The first step is replacing discrete transitions entirely. Instead of defining the hidden state at step $t+1$, we define its derivative--the continuous rate of change.

In a Neural ODE, the hidden state $x(t)$ evolves according to a neural network $f$:

$$ \frac{dx(t)}{dt} = f(x(t), I(t), \theta) $$

$I(t)$ is the input stream, $\theta$ are learned weights. To get the state at any time $T$, we integrate from $t=0$ to $t=T$ with a standard ODE solver (Euler, Runge-Kutta, etc.). This handles irregular sampling directly--we can evaluate the network at any point in continuous time.

The Liquid Time-Constant (LTC) Architecture

Neural ODEs still use static weights $\theta$ to govern the derivative. Hasani et al. (2021) went further, drawing on the neural wiring of C. elegans to design the LTC model.

In an LTC, the rate of change of a neuron's state is determined by a leak term and synaptic input:

$$ \frac{dx(t)}{dt} = - \left[ \frac{1}{\tau} + f(x(t), I(t), \theta) \right] x(t) + A \cdot f(x(t), I(t), \theta) $$

Rearranging, we can isolate a dynamic, state-dependent time constant $\tau_{sys}$:

$$ \tau_{sys} = \frac{\tau}{1 + \tau \cdot f(x(t), I(t), \theta)} $$

The effective speed and memory of the neuron ($\tau_{sys}$) now depends on both the input $I(t)$ and the current state $x(t)$. It is not a fixed hyperparameter--it is a learned, input-driven quantity.

Why "Liquid"?

The differential equation governing the system reshapes itself in response to the data.
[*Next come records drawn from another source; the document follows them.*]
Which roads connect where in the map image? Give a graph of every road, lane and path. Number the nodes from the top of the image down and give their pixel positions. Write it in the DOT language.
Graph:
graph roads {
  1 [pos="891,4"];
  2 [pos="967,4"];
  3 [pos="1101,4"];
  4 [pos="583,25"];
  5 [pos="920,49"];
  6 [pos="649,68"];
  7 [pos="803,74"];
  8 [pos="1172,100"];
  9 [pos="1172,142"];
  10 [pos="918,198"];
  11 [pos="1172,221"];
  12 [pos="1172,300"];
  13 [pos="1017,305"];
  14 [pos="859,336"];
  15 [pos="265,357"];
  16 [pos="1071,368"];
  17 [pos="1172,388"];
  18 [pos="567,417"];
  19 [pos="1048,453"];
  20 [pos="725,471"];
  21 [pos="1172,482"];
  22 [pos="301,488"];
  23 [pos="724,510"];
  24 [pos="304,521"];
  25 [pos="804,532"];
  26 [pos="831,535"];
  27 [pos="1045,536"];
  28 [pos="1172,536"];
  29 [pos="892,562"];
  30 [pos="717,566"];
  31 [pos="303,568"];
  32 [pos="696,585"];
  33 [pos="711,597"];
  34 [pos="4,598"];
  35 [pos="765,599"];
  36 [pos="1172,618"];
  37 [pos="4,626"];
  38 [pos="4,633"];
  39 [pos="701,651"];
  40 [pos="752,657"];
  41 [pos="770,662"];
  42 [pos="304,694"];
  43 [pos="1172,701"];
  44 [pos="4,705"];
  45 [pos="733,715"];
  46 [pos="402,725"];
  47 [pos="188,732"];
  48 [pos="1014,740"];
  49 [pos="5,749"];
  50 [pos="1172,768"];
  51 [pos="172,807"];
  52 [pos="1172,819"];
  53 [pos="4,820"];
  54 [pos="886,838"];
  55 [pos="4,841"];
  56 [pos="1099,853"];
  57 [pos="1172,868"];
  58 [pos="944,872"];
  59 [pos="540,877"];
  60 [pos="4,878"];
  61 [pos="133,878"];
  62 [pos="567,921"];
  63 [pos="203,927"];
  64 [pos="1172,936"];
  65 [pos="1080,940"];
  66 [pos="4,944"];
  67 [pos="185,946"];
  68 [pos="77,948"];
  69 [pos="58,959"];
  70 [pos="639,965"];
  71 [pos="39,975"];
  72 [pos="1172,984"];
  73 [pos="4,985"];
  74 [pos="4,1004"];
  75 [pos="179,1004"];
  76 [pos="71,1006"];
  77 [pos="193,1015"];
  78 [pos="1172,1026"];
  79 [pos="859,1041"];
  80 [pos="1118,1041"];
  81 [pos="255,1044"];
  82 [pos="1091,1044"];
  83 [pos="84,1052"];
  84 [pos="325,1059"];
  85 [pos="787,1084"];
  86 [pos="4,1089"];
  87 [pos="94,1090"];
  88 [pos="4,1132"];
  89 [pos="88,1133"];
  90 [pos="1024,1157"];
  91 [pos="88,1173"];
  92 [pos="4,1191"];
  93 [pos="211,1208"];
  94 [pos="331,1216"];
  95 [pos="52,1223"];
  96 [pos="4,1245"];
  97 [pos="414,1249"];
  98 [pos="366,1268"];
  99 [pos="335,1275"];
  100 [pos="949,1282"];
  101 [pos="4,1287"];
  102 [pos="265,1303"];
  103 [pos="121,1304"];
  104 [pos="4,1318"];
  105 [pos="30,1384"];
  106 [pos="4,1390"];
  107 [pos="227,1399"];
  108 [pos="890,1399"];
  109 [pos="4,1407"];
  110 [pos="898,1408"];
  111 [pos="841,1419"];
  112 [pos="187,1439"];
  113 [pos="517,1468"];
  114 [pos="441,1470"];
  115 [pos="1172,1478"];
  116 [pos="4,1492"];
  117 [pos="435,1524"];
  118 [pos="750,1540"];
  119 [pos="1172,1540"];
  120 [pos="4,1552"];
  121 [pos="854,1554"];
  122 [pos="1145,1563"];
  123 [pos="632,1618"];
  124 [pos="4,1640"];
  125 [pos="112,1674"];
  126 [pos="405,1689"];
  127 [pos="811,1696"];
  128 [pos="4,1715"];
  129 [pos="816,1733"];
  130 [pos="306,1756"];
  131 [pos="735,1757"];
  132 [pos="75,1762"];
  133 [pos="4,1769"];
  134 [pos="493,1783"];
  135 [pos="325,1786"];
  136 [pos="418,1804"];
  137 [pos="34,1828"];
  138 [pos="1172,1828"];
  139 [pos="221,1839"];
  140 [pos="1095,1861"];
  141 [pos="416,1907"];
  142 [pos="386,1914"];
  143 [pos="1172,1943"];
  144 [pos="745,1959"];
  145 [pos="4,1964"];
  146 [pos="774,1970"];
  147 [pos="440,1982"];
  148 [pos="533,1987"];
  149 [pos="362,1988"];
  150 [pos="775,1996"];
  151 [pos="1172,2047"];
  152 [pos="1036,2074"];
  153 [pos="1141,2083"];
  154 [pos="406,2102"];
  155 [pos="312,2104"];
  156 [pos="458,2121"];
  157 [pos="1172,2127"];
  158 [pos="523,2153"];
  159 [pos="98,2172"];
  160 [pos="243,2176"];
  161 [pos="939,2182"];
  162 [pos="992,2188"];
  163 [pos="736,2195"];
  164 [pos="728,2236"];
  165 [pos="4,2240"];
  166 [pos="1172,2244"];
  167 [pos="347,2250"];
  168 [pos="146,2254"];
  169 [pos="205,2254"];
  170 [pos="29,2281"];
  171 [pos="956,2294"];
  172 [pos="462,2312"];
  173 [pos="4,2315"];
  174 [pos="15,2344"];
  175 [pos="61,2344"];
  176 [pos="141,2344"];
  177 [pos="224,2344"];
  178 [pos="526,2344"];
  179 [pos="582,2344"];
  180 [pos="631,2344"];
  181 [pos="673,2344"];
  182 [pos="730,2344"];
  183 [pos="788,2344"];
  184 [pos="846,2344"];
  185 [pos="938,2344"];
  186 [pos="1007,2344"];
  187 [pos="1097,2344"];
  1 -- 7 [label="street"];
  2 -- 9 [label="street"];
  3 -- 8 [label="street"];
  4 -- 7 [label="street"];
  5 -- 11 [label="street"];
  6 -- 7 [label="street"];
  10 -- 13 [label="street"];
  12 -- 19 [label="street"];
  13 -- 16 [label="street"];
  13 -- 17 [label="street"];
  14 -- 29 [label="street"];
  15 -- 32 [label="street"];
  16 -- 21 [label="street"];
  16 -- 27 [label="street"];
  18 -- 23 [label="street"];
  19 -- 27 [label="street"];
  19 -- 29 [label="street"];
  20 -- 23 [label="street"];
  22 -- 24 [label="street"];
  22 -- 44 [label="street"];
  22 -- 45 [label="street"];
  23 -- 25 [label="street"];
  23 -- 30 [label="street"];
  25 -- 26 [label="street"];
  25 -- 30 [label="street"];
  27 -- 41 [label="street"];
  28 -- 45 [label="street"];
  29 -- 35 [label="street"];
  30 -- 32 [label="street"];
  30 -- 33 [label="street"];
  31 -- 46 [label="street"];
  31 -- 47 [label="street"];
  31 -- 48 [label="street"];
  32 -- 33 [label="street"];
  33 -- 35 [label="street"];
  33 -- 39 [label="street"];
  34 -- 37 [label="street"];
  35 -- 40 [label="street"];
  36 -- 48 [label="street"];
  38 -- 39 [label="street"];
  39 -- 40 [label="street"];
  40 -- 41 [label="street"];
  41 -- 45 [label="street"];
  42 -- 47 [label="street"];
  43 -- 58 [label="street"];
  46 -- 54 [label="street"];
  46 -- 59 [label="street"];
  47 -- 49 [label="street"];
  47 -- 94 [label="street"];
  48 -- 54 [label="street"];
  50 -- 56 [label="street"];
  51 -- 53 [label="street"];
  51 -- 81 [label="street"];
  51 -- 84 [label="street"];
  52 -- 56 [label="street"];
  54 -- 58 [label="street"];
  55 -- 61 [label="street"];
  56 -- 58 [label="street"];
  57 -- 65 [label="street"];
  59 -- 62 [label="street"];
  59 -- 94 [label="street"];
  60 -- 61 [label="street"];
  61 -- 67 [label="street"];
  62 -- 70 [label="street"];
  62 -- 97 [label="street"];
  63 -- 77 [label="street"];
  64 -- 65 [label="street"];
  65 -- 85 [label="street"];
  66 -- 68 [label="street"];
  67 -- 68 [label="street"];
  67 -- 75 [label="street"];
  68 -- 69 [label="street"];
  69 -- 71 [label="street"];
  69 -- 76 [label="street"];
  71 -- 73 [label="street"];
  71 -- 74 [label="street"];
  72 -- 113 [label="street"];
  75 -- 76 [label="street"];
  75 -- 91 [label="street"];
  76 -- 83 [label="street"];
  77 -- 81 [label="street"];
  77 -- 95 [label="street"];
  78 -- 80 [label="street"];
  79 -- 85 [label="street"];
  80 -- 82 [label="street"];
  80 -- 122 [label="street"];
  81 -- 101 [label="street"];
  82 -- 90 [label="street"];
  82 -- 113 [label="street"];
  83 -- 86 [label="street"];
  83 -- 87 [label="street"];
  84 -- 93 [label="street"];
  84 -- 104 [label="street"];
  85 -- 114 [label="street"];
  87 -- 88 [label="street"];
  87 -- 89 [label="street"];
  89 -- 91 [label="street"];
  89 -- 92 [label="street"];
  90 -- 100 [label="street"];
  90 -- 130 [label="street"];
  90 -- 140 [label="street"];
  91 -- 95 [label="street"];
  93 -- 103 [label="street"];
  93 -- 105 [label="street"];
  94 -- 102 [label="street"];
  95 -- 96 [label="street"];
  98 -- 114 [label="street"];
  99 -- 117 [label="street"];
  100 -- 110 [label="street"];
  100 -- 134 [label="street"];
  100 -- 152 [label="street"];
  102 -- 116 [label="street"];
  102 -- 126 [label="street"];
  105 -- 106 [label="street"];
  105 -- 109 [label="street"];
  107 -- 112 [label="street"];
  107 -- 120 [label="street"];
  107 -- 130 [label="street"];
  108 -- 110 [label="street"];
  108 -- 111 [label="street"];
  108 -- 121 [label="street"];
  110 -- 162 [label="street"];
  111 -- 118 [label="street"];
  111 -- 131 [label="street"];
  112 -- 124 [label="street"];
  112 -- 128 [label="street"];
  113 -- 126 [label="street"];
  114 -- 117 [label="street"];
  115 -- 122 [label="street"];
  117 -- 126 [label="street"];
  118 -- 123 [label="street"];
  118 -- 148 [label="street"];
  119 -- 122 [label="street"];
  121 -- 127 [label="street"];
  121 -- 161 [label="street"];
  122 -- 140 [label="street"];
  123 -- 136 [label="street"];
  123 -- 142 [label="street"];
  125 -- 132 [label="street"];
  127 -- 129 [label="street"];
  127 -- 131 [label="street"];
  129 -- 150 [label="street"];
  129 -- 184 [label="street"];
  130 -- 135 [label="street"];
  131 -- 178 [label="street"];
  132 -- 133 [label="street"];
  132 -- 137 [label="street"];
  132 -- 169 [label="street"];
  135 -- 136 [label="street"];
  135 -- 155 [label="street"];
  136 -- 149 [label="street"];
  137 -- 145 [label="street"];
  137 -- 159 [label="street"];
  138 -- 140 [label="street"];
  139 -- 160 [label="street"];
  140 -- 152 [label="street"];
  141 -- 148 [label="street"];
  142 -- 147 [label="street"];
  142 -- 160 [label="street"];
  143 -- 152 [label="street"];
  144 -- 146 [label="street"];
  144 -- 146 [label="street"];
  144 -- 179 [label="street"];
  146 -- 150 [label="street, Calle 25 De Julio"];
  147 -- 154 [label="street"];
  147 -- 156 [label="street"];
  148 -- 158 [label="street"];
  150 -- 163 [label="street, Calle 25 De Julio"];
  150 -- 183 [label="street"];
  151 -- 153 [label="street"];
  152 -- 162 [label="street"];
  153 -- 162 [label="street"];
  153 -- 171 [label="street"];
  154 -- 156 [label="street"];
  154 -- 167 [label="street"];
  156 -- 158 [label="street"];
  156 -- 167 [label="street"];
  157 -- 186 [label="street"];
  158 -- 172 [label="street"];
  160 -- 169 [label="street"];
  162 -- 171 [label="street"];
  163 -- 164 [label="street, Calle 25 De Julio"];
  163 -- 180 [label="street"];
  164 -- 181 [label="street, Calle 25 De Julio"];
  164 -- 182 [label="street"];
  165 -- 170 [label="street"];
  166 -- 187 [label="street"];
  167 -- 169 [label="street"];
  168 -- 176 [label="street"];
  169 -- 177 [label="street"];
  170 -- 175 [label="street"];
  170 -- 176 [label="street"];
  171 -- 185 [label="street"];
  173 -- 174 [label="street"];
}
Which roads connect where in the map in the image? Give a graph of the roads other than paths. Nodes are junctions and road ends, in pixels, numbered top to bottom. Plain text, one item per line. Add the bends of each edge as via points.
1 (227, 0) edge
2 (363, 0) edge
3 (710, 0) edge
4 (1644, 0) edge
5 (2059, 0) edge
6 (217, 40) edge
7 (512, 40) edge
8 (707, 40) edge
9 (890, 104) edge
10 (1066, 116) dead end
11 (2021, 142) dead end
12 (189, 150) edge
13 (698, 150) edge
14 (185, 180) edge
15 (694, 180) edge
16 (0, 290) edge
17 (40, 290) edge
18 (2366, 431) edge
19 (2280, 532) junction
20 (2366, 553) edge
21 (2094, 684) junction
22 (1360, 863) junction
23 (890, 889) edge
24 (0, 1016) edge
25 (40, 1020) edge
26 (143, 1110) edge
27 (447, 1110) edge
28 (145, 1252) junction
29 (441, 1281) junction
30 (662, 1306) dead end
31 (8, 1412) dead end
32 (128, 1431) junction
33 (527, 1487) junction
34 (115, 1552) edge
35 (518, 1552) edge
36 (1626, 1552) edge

On smooth, slow-moving inputs, $\tau_{sys}$ stays high and the network integrates information over longer windows. On a sudden spike or discontinuity, $f$ jumps, $\tau_{sys}$ drops, and the network flushes old state to react immediately.

Because the dynamics live in the ODE structure rather than in large weight matrices, LTCs can match the performance of much larger models on control tasks with orders of magnitude fewer parameters.